JAMES: We get asked that a lot, or what songs are about. That’s up to you, you know? There’s a few things and reasons why I felt like Another Eternity was a good fit, and why I can see now that it is a good fit. It comes from the song “Begin Again,” so in a sense that’s the title track. A lot of themes on the record have to do with time and space and this sort of mystical galactic kind of feeling. I think we also consist of a lot of anomalies and juxtapositions in terms of how we work together and what happens, and how those juxtapositions make something really interesting, or intriguing. There are things that wouldn’t necessarily make sense. The whole project, I feel, is a means to explore the world inside my head where I feel like I want to exist. The words and idea of Another Eternity sort of put brackets on that, but at the same time, the idea that an eternity ends or something is really confusing. [laughs] So, yeah, I think it’s just representative of juxtapositions, anomalies, and space.

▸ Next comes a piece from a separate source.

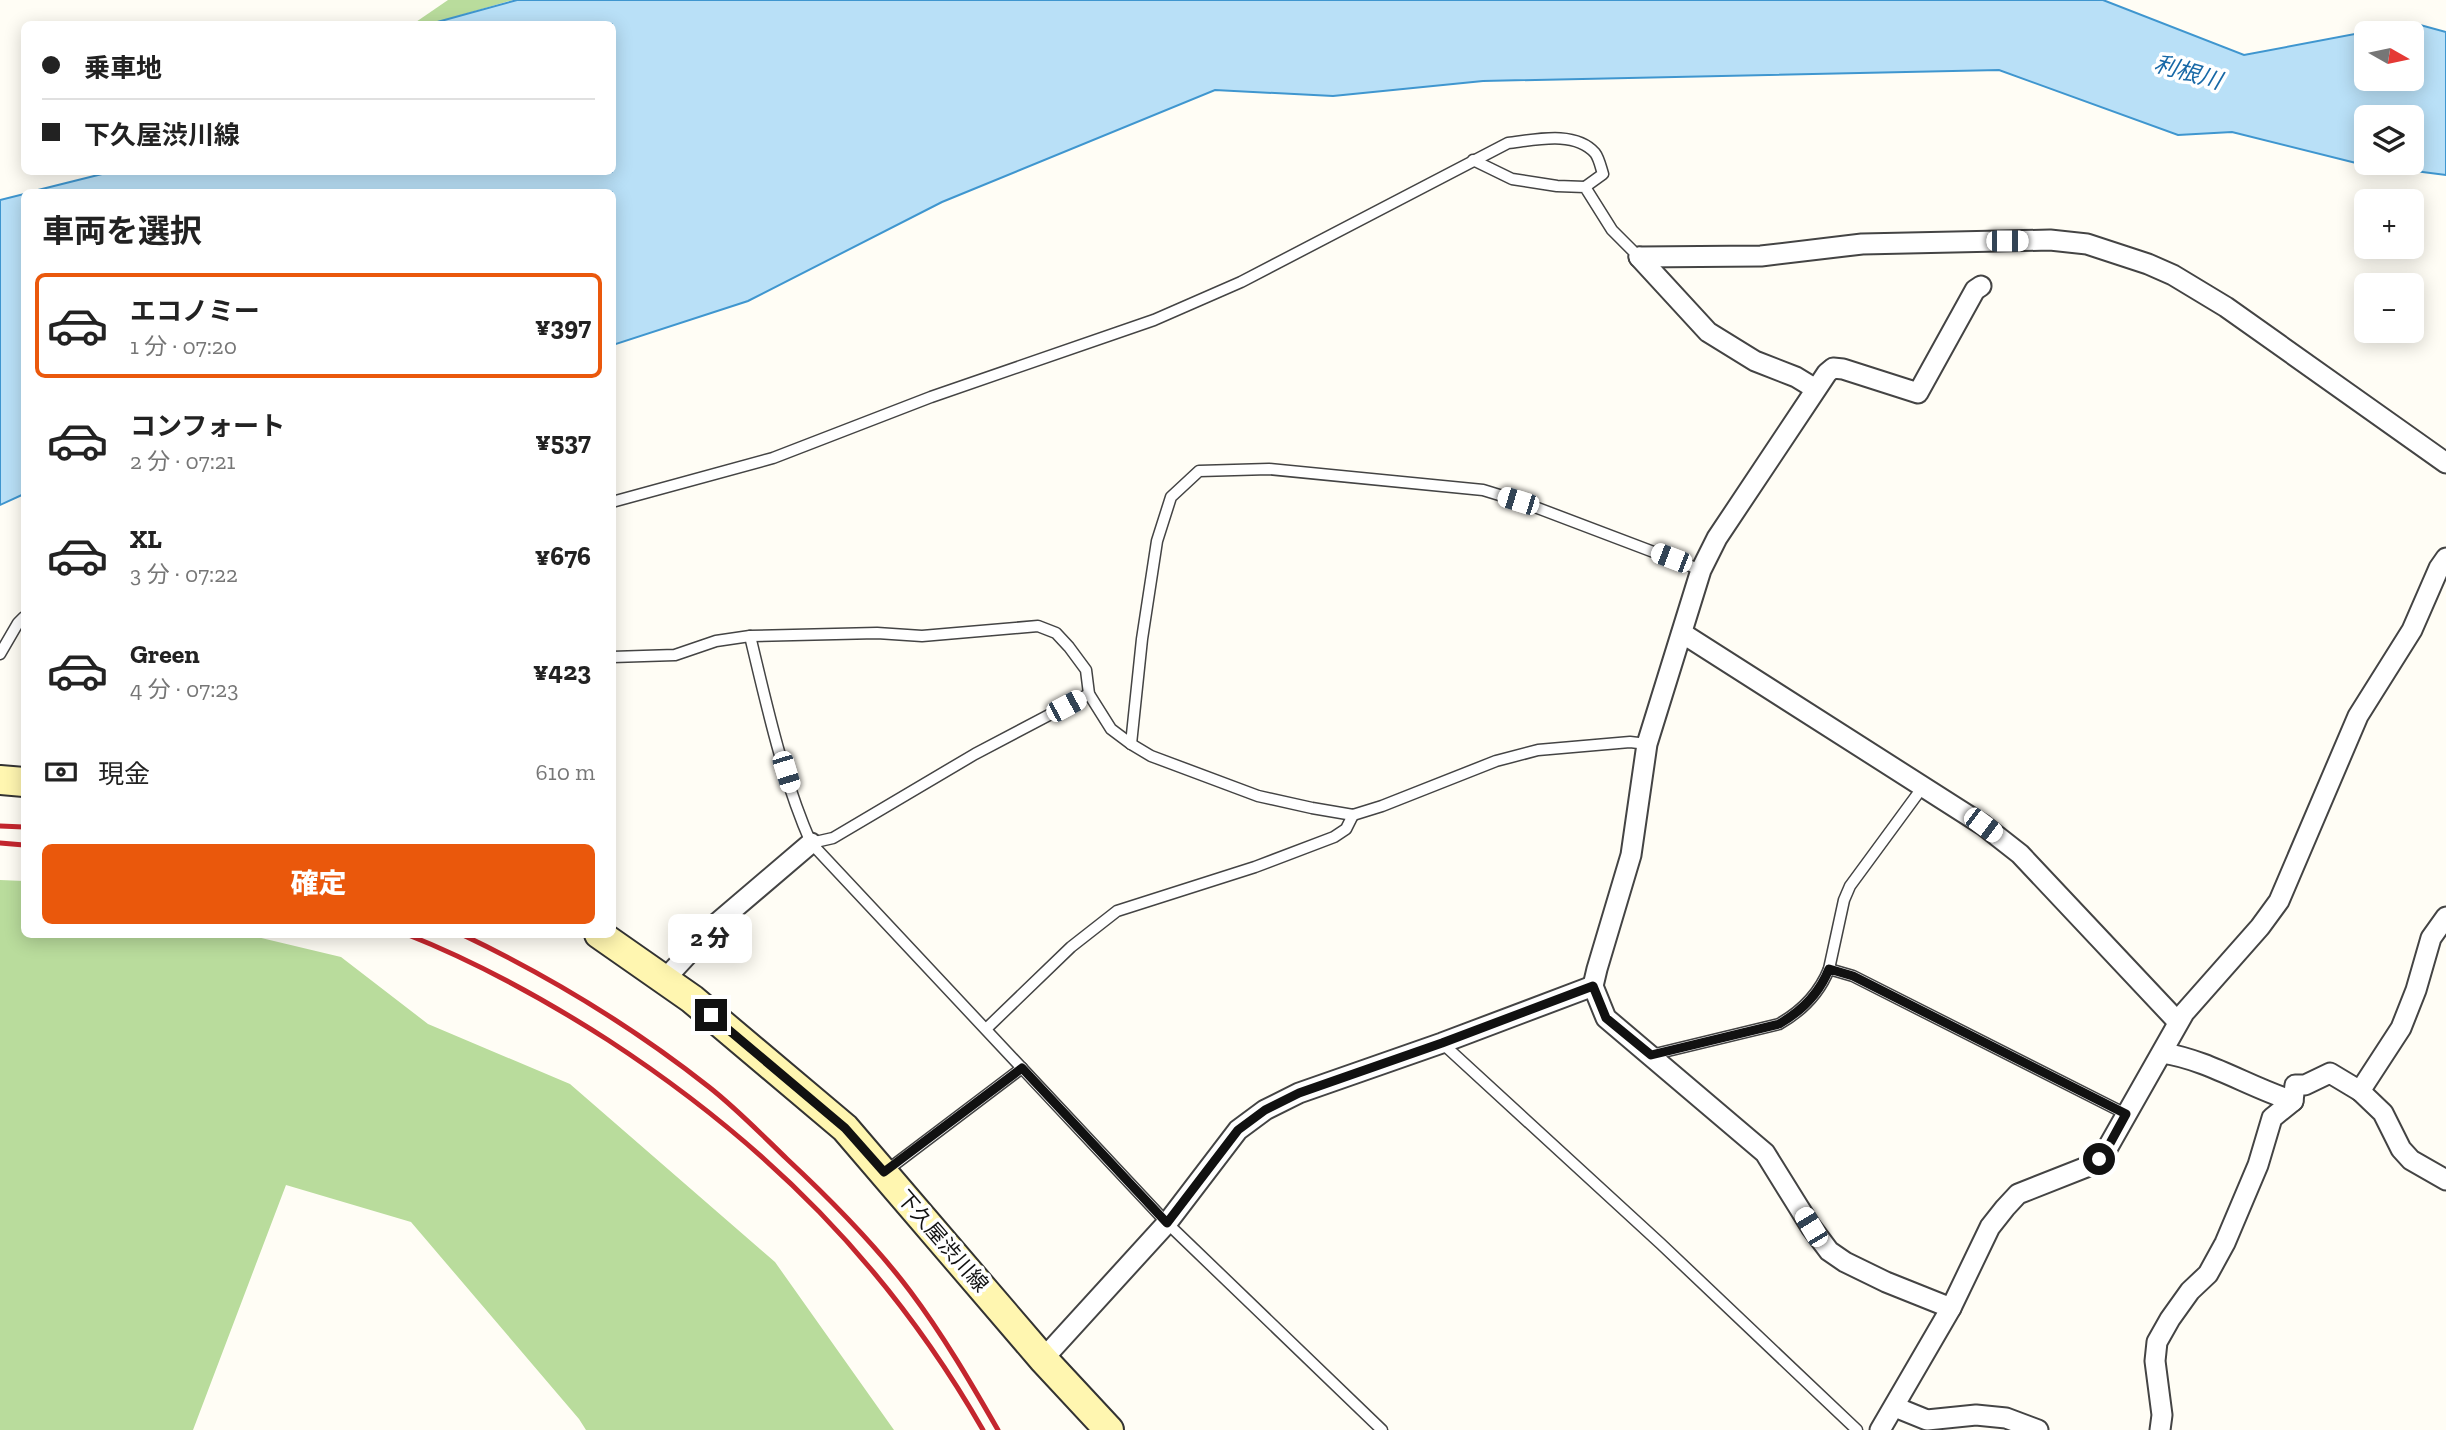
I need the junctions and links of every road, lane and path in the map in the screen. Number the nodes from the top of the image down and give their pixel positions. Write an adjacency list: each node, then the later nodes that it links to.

STEREOGUM: What drew you to those themes this time around? I know you said in general it’s the world inside your head that you want to explore. The reason I ask is: You’re saying there’s more land traveled, it’s more expansive, all these kinds of things. Was there something about being on the road with that first record and doing this in such a big way that drew you to these abstract concepts?

JAMES: I don’t think anything to do with the first record caused us to make what we did this time around. It came from the same sources that are all really personal and not really about our career. For me, it’s the phase of my life in a personal sense, not with touring. I haven’t really written about touring.

STEREOGUM: Well, I was thinking more about the idea of travel and seeing all these places than the literal act of touring.

RODDICK: Songs about touring are usually the worst songs. I can’t stand when artists write about that.

JAMES: Like “Hey There Delilah.” [mock-sings “Hey There Delilah.”]

STEREOGUM: Is that a touring song?

JAMES: It sounds like it. It’s about being apart from someone.

STEREOGUM: God, I haven’t thought about that song in years.

RODDICK: I think it’s always funny when an artist has all these interesting things to talk about and then they get really successful and their songs just become about being on the road and playing shows. Those things aren’t relatable, you can’t get into that. [laughs]

STEREOGUM: Do you guys still use the term “future pop” to describe yourselves?

RODDICK: Yeah, it still applies, and it probably always will.

STEREOGUM: So if that’s the term you applied to the first record, how did you envision Another Eternity pushing it further or fleshing it out?

RODDICK: Well, I think the term itself really has no limits. It just means forward-thinking pop music. That is ever-changing from year to year. At the time [of Shrines] we thought we were trying to make forward-thinking pop music, and we’re trying to push that limit. That’s still exactly what we’re trying to accomplish now with Another Eternity, just in different ways. Hopefully, the term “future pop” will apply to our whole career in that way. That’s what we aim for, anyway. It’s not a limiting term at all, because it doesn’t actually mean anything specific. [laughs]

JAMES: And until the record was finished and we were writing our bio, we were like, “Should we still use the term future pop?” And we were like, “Yeah, it doesn’t mean anything.”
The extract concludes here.